[EXCERPTED RECORDS Boundary: Start]
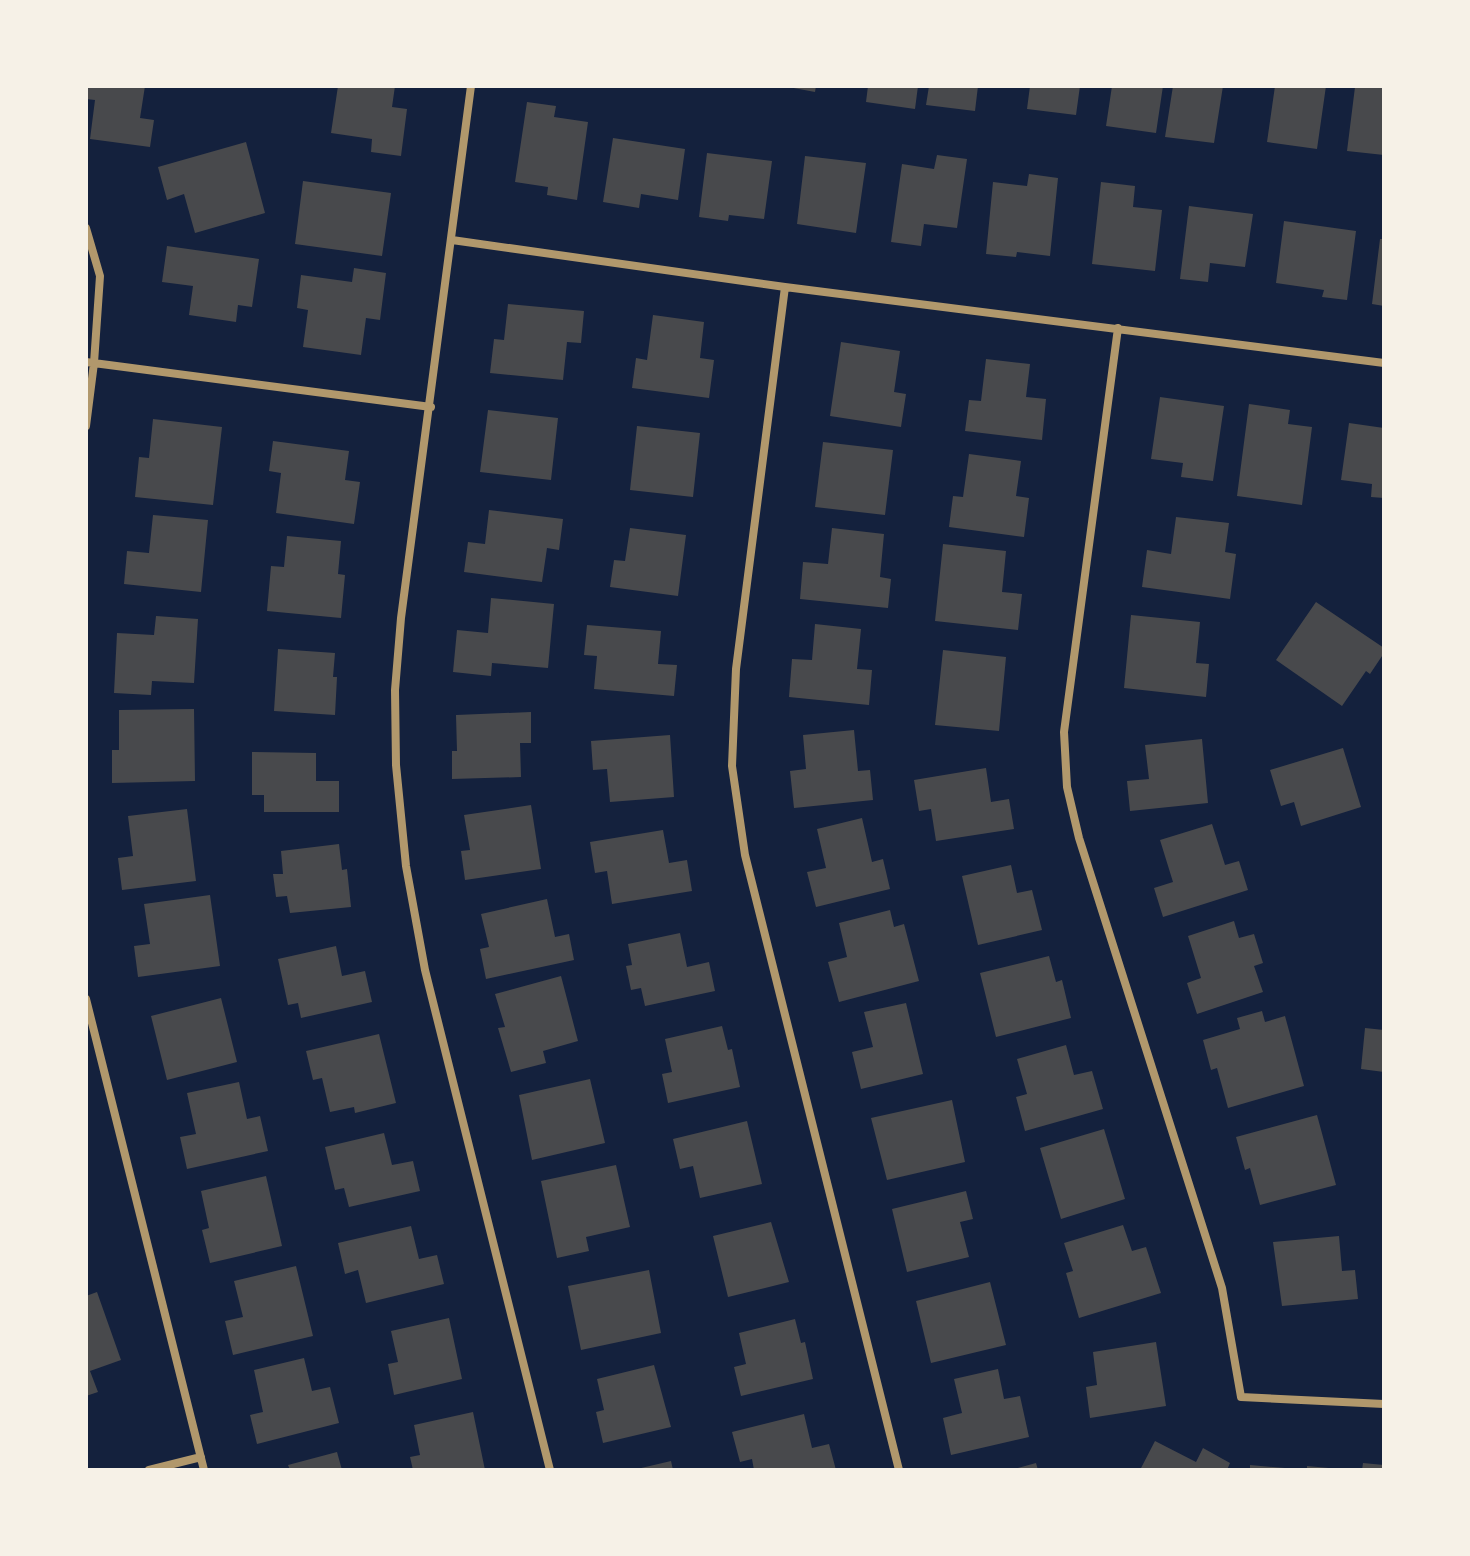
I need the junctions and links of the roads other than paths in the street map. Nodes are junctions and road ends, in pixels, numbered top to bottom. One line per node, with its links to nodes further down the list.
1 (471, 86): 3 (street)
2 (86, 228): 6 (street)
3 (452, 240): 4 (street); 8 (street)
4 (785, 287): 5 (street); 16 (street)
5 (1118, 328): 7 (street); 11 (street)
6 (90, 362): 8 (street); 9 (street)
7 (1384, 363)
8 (431, 407): 15 (street)
9 (86, 426)
10 (86, 999): 12 (street)
11 (1384, 1404)
12 (201, 1457): 13 (street); 14 (street)
13 (149, 1470)
14 (204, 1470)
15 (550, 1470)
16 (899, 1470)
[EXCERPTED RECORDS Boundary: End]
## REQUIRED ACTION
Please write out all of the data verbatim, with no pictures in the copy.

## THE COMPLETED TASK
I need the junctions and links of the roads other than paths in the street map. Nodes are junctions and road ends, in pixels, numbered top to bottom. One line per node, with its links to nodes further down the list.
1 (471, 86): 3 (street)
2 (86, 228): 6 (street)
3 (452, 240): 4 (street); 8 (street)
4 (785, 287): 5 (street); 16 (street)
5 (1118, 328): 7 (street); 11 (street)
6 (90, 362): 8 (street); 9 (street)
7 (1384, 363)
8 (431, 407): 15 (street)
9 (86, 426)
10 (86, 999): 12 (street)
11 (1384, 1404)
12 (201, 1457): 13 (street); 14 (street)
13 (149, 1470)
14 (204, 1470)
15 (550, 1470)
16 (899, 1470)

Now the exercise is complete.